First Baptist Church was teeming with attendants at the Reparations Town Hall Dec. 4. Photo by Atarah Israel.
First Baptist Church was teeming with attendants at the Reparations Town Hall Dec. 4. Photo by Atarah Israel.

The city council of Palm Springs, Calif., for example, passed a resolution for reparations five years after Evanston did. In 2024, they approved a $5.9 million settlement with former residents of a Black and Latino neighborhood that was razed to make space for commercial developers. The residents are still reeling from what has been described as a “city-engineered holocaust.” Other cities, like Tulsa, Okla., are demanding justice for the never accounted for lynchings, massacres and racial terror that devastated their neighborhoods. 
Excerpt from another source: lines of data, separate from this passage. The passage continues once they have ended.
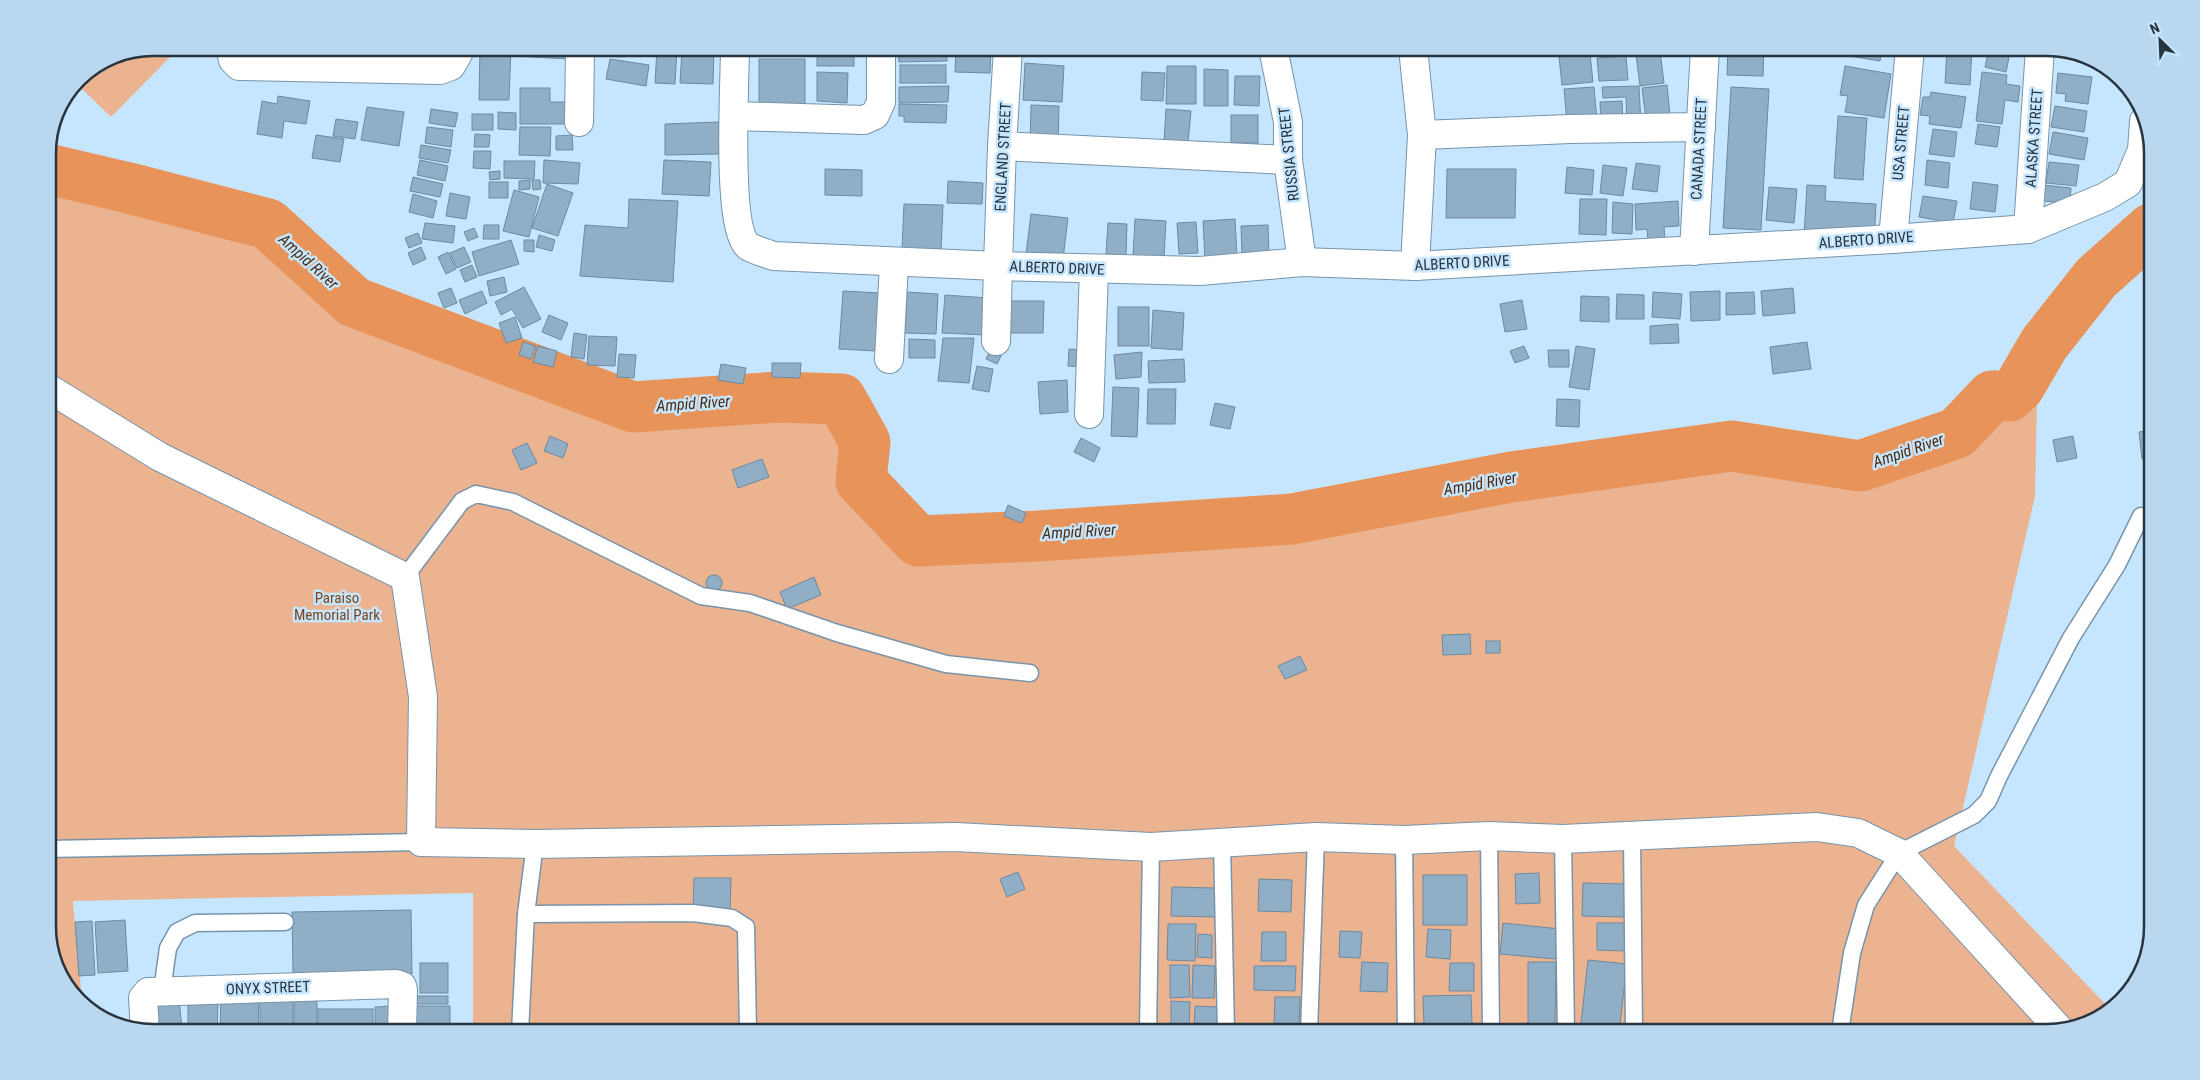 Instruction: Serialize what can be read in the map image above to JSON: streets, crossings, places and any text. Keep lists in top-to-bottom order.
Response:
{
  "streets": {
    "street": [
      "ALASKA STREET",
      "USA STREET",
      "CANADA STREET",
      "RUSSIA STREET",
      "ENGLAND STREET",
      "ALBERTO DRIVE",
      "ONYX STREET"
    ]
  },
  "crossings": [
    ["ALASKA STREET", "ALBERTO DRIVE"],
    ["USA STREET", "ALBERTO DRIVE"],
    ["CANADA STREET", "ALBERTO DRIVE"],
    ["RUSSIA STREET", "ALBERTO DRIVE"],
    ["ENGLAND STREET", "ALBERTO DRIVE"]
  ],
  "water": ["Ampid River"],
  "parks": ["Paraiso Memorial Park"],
  "north": "top left"
}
“We want our money, because the wealth gap is a direct descendant of lynching culture,” Dr. Malveaux said that night. “We want our money, but we also want our minds repaired. For us to claim ourselves, claim our power and reject white economic envy.”


After each panelist spoke to their respective locales in Newark, New York, Tulsa and Evanston, the meeting adjourned with a benediction and a group chant. Each attendee uttered “keep hope alive” as the space rumbled with an energizing thrum.


“All that you repair, you heal,"  Dr. Hunter said to close the symposium, once again riffing from Butler. "All that you heal, heals you. The only lasting truth is love. God is love. Reparations are about love. So, I charge you—I charge us—to go forward as architects of the future of this country that has never been seen, but that the people have already earned.”